Bettina is one of the Missing Six Degrees of Elizabeth links.
This series is a subset of Spotlight Names dedicated to names that had the potential to become huge for a certain decade. They represented a certain era well, but for whatever reason never made it to the top 100. Perhaps for these names, their time is yet to come.
Bettina in the 1960s
Little Girl Lost is an episode of The Twilight Zone, originally aired in 1963. In this episode, a little girl, Bettina Miller can be heard but not seen as she got lost in another dimension. The name stood out, and I eagerly did my research. Bettina, it would seem, is a German diminutive of the ever-present Elizabeth. Bettina also originates from the Italian Benedetta, which is the feminine form of Benedict.
While I wouldn’t have expected Bettina to hit the top 10 or even the top 20, she has a style that seems very 1960s. She is obviously similar to Regina, which peaked at number 80 in 1967.
Bettina had the potential to make the top 100 in the 60s, but she never reached the top 700s. Bettina hasn’t even been in the top 1000 for the past 30 years, and historically hasn’t spent much time there. She first hit the top 1000 in 1945, but after that she came and went – hovering in and out of the lower rung of the top 1000 for a few decades.
Bettina did peak in the 60s at 719 in 1965. While this peak could have been in part caused by The Twilight Zone episode, that is not likely, especially considering the name actually dipped a little in popularity between 1963, when the show first aired, and 1964. The biggest leap for Bettina was between 1959 and 1960 when she went from 994 to 776, over 200 places. But after that she seemed to waver between the 700s and 800s for the rest of the decade.
Like her title character, Bettina seems like the “little name lost” but she can be heard. How? In the nickname Tina. In fact, in Little Girl Lost Bettina Miller is only called Bettina once or twice by Rod Serling. Throughout the rest of the show she is called Tina. And perhaps, in terms of pop culture, Tina is Bettina’s legacy.
Unlike Bettina, Tina enjoyed great popularity in the late 60s/early 70s, peaking at 18 in 1972. The Twilight Zone, however, doesn’t seem to have much influence on Tina’s popularity. If anything, The Twilight Zone writers were following, not setting, any trends.

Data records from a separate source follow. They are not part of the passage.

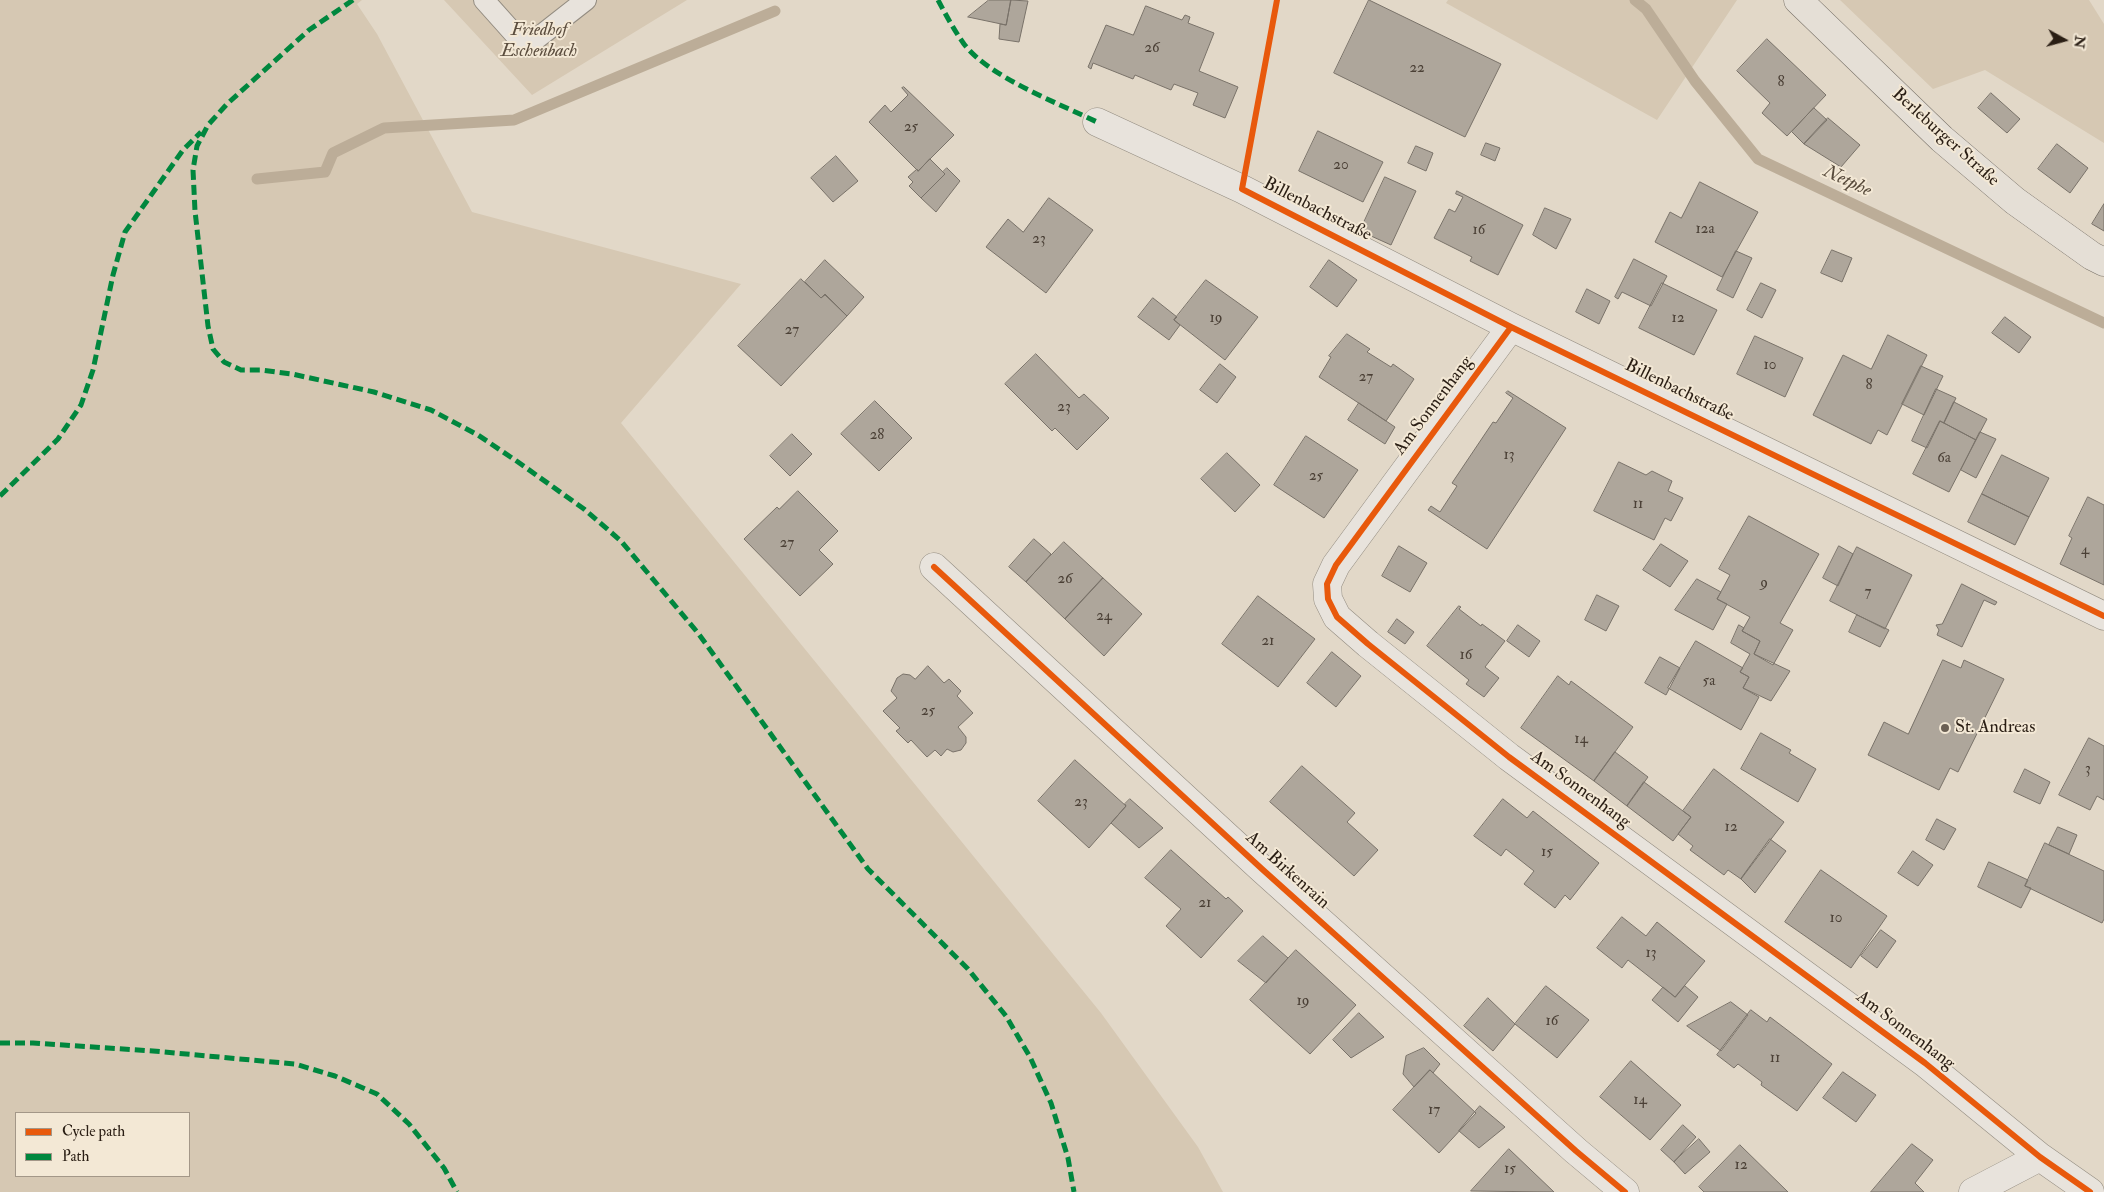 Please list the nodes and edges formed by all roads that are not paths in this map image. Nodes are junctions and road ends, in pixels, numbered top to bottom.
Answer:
1 (484, 0) edge
2 (586, 0) edge
3 (1798, 0) edge
4 (1096, 122) dead end
5 (2104, 262) edge
6 (1511, 327) junction
7 (934, 567) dead end
8 (2104, 616) edge
9 (2040, 1156) junction
10 (1625, 1192) edge
11 (1973, 1192) edge
12 (2090, 1192) edge

1 - 2 lane
3 - 5 main road, Berleburger Straße
4 - 6 street, Billenbachstraße
6 - 8 street, Billenbachstraße
6 - 9 street, Am Sonnenhang
7 - 10 street, Am Birkenrain
9 - 11 street
9 - 12 street, Am Sonnenhang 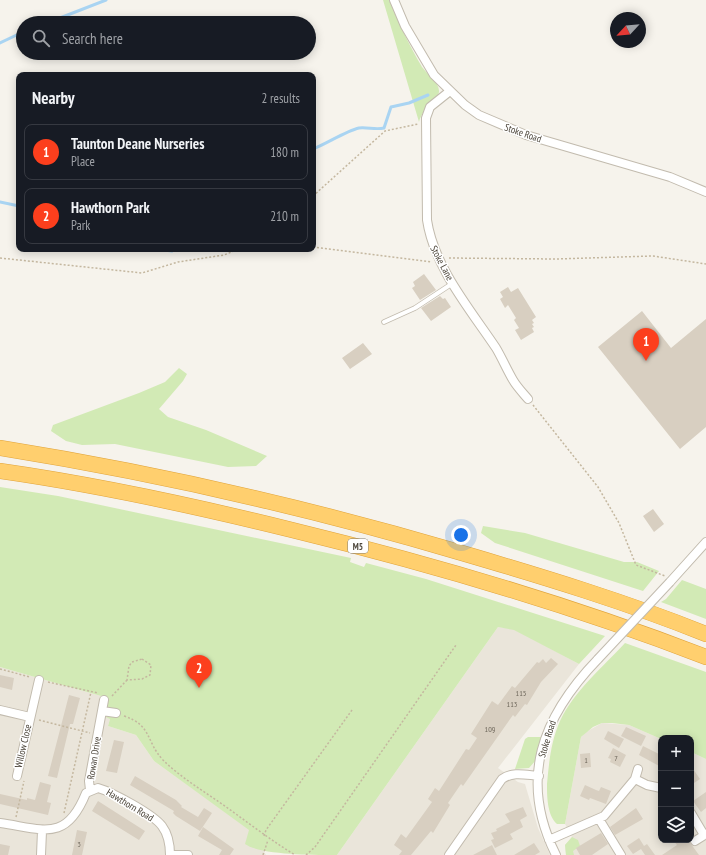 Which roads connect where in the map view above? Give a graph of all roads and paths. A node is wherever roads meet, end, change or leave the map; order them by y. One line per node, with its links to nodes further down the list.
1 (394, 0): 2 (street, Stoke Road)
2 (450, 91): 3 (street, Stoke Lane); 4 (street, Stoke Road)
3 (426, 123): 5 (path); 9 (street, Stoke Lane)
4 (706, 192)
5 (316, 193)
6 (316, 246): 9 (path)
7 (231, 252): 8 (path)
8 (0, 258)
9 (439, 260): 10 (path); 11 (street, Stoke Lane)
10 (706, 264)
11 (454, 283): 12 (lane); 13 (street, Stoke Lane)
12 (384, 322)
13 (528, 399): 17 (path)
14 (0, 448): 18 (highway, M5)
15 (0, 471): 20 (highway, M5)
16 (706, 542): 17 (street)
17 (671, 580): 35 (street, Stoke Road, bridge)
18 (706, 634)
19 (456, 645): 55 (path)
20 (706, 657)
21 (0, 668): 22 (path)
22 (39, 680): 24 (path); 30 (street, Willow Close)
23 (127, 680): 23 (path); 25 (path)
24 (92, 692): 25 (path); 31 (path)
25 (104, 700): 28 (street, Rowan Drive)
26 (0, 710): 30 (street, Willow Close)
27 (352, 710): 46 (path)
28 (102, 711): 29 (street); 32 (street, Rowan Drive)
29 (116, 713): 46 (path)
30 (30, 717): 31 (path); 34 (street, Willow Close)
31 (82, 731): 32 (path); 43 (path)
32 (97, 736): 38 (street, Rowan Drive)
33 (638, 769): 36 (street)
34 (17, 776): 42 (path)
35 (539, 776): 48 (street, Stoke Road); 56 (street)
36 (634, 779): 37 (street); 40 (street)
37 (658, 787)
38 (90, 790): 43 (street, Rowan Drive); 51 (street, Hawthorn Road)
39 (694, 818): 45 (street)
40 (599, 820): 48 (street); 58 (street)
41 (0, 823): 42 (street, Rowan Drive)
42 (14, 825): 44 (street, Rowan Drive)
43 (61, 827): 44 (street, Rowan Drive)
44 (42, 831): 50 (street)
45 (705, 834): 49 (street)
46 (264, 836): 47 (path)
47 (268, 839): 53 (path); 54 (path)
48 (549, 840): 57 (street, Stoke Road)
49 (695, 841)
50 (41, 855)
51 (170, 855): 52 (street)
52 (188, 855)
53 (263, 855)
54 (294, 855)
55 (306, 855)
56 (449, 855)
57 (556, 855)
58 (621, 855)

When the episode originally aired, Tina was already on the upswing, ranking at 35 in 1963. But the writers were original (in actual usage) when they used Tina as a short form for Bettina. Few real parents caught on to this trend. Most continued going straight to Tina without a long form.
These were likely the same 60s parents who bypassed Anastasia and went straight to Stacy. (In the 70s when Stacy was a hit, Anastasia ranked in the 600s.) But Anastasia is finally getting some well-deserved recognition, recently peaking in the 200s for the early part of the 2000s. Maybe Bettina will follow.
If Bettina doesn’t catch on, there are several other fascinating variants for Bettina: Battina, Betiana, Betina, Bettine, and Ina. My favorites are Betiana and Ina, which have plenty of modern appeal. Betiana appeals to parents who like latin sounding girl names like Iliana and Alessandra. Ina appeals to parents who like old-fashioned hipster revival names like Ida, Iva and Ivy.
With more parents embracing exotic names, especially names with an Italian origin or sound, perhaps Bettina has potential today. On the other hand, some modern parents may not like the B beginning, followed by the stress on the a-ending. This pattern is both 60s retro (think of Belinda) and 70s/80s retro (think of Brianna). The 1960s, and certainly 1980s, aren’t quite ready to come back. Except maybe in an alternate universe.
But I wouldn’t write off Bettina yet. Betty, Bette, and Betsy, are becoming retro-cool again. These names aren’t only nicknames for Elizabeth, they can be nicknames for Bettina as well. And if the alternate route to Betty/Bette/Betsy doesn’t give Bettina a boost, when 60s names come back in vogue, probably around the 2050s, Bettina could be a hot commodity.
Readers: Which Bettina relative is your favorite?